We’ll be sure to highlight Boyer’s time as a college student — both at Messiah and his undergraduate alma mater, Greenville College — in future posts. Stay tuned!

March Madness

It’s that time of year again.  Rabid college basketball fans are obsessing over their bracket picks and following every game in the NCAA basketball tournament.  As a freshman at Messiah Bible College, Ernest L. Boyer played guard for the varsity basketball team.  The team ended the season with four wins and one loss.  Their opponents?  Various alumni from Grantham, Carlisle, Franklin, and Lancaster. Judging from the photo below it seems Boyer specialized in defense.

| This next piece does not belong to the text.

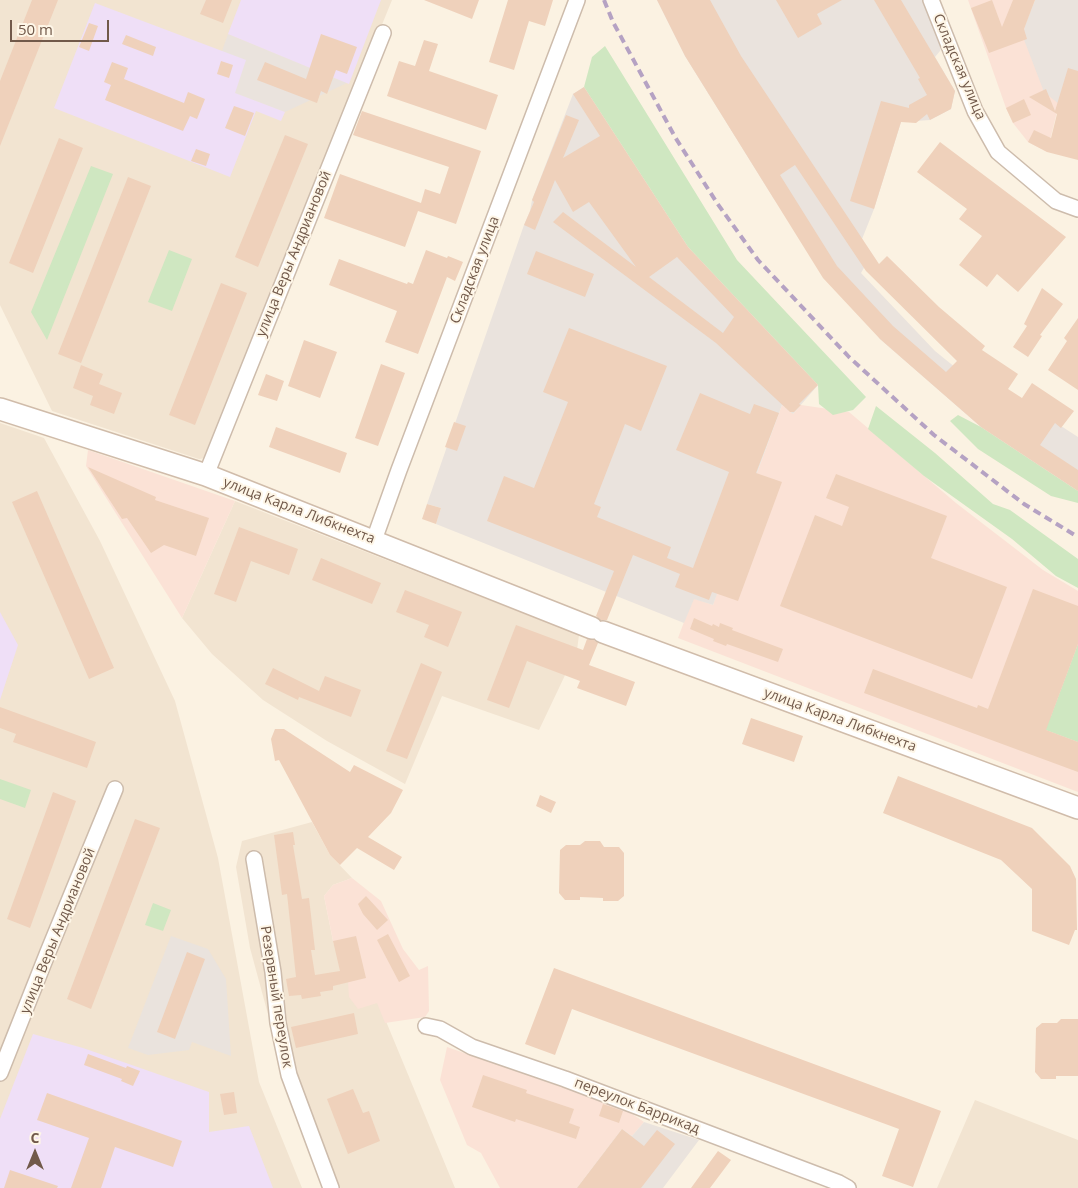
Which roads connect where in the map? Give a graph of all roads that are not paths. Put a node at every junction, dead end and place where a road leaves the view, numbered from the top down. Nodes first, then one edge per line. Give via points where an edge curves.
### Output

Ernie Boyer - a defensive specialist.

Ernie Boyer (bottom row, first on the left) with his intramural basketball team.

Freshman Year

Today marks the start of classes for the 2013-2014 academic year at Messiah College.  Books have been purchased, pencils have been sharpened, syllabi are ready for distribution, and I am almost certain that assignments have already been allocated.  For returning upperclassmen, this routine is old-hat. For incoming freshman, however, every experience is a new one.  It’s both exhilarating and terrifying all at once.  On the one hand you can have only dessert for dinner and your parents don’t have to know.  Exhilarating!  On the other hand you may experience startling moments of comprehension that you are well on your way to being a full-fledged adult.  Terrifying!  Freshman year for anyone is full of changes, transitions, and a new beginning.  And yes, even Ernest Boyer was once a young freshman at Messiah Bible College during the 1946-1947 academic year. Perhaps following Ernie’s lead will make for a successful freshman year.  The excerpt below is what The Clarion had to say about Boyer under his yearbook photo:

ERNEST BOYER – Full of fun… congenial…interested in the deeper things of life.

Boyer served on student council, sang in the male chorus, played guard on the varsity basketball team, and was editor of The Clarion.  So, for those incoming freshman wondering what they should seek out during their first year in college, just ask yourself “what would Ernie do?”.  The answer seems to be…a little bit of everything.  Most importantly, enjoy your first year of college because it will be over faster than you expect.  Oh, and remember to be congenial too.